Pero eso no significa que no haya reflexiones que realizar y dos han sido habituales en las últimas semanas: en primer lugar la crueldad de los jueces, sobre todo en el episodio #Leóncomegamba, donde un pobre post-adolescente de nombre Alberto y futuro cuestionable en el mundo de la Medicina fue expulsado de manera fulminante y humillante, inspirando un mar de lágrimas y una canción muy naíf y pegadiza de Macarena FVO…
… y en segundo, la insólita torpeza culinaria de su cásting. No estoy entre los que creen que el jurado sea cruel. Su severidad teatral ha sido siempre el 90% de la gracia del programa y el formato hace aguas cuando se pasan de campechanos o buenrolleros. Para eso ya está ‘Masterchef Junior’ en Navidad. Sin embargo, sí que no se entiende cómo es que de los miles de personas que se presentan, se escoja a 15 candidatos con tan pocas dotes para la cocina como se ha visto en el programa. Hemos visto a Kevin reconociendo que nunca había realizado un guiso (?), a Encina que ella no estaba a su edad para aprender o cambiar su manera de pensar (?), a Lidia que como nutricionista no iba a aplicar nada de lo aprendido en Masterchef (?), o a Mila volviendo repescada sin cambiar ni uno solo de sus tics (?). ¿Es tan chungo encontrar aficionados que sí sepan cocinar alimentos del tipo pollo y estén dispuestos a aprender, capaces de superar una triste prueba de cámara en la época de los selfies?
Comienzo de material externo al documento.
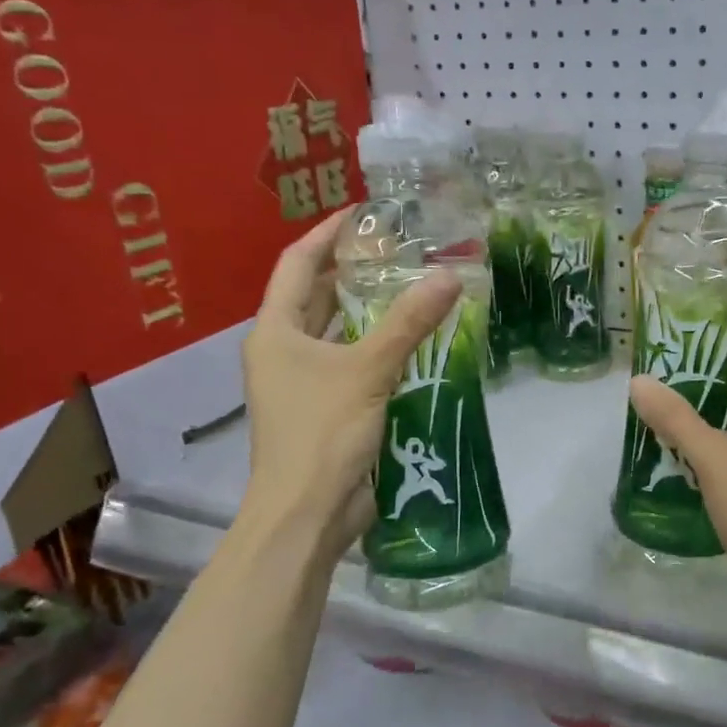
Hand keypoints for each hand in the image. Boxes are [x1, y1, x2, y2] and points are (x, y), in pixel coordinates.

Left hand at [239, 208, 460, 565]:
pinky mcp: (328, 408)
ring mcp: (304, 382)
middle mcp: (285, 350)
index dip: (328, 235)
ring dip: (370, 311)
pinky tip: (416, 339)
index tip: (364, 213)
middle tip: (401, 249)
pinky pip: (355, 363)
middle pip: (317, 295)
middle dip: (354, 270)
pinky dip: (380, 347)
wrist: (307, 513)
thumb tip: (450, 275)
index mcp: (276, 331)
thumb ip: (408, 322)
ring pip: (338, 332)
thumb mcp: (367, 370)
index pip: (297, 264)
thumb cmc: (322, 433)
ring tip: (413, 285)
Mis sentimientos son, en cualquier caso, encontrados, pues, al sacrificar a los buenos cocineros en favor de los personajes, ‘Masterchef’ ha vuelto a dejarnos momentos hilarantes: Mila haciendo el pino a los 58 años ante la mirada de estupor de sus compañeros antes de engancharse como una lapa a los brazos de Pepe, Encina corriéndose viva al probar por primera vez el atún crudo, Alberto ofreciendo el mayor viral de la historia del concurso, Pablo corriendo como un pollo sin cabeza por la cocina sin hacer nada como en un gag que fue puro hermanos Marx… Además, en la búsqueda del espectáculo de ‘Masterchef’, casi por accidente, sí hemos visto evolucionar a Lidia, la nutricionista asocial; a Kevin, el modelo escogido este año para aparecer en paños menores; y sobre todo a Andreíta, una Fresita de la vida como salida de una canción del primer disco de La Casa Azul, primero irritante y al final totalmente enternecedora.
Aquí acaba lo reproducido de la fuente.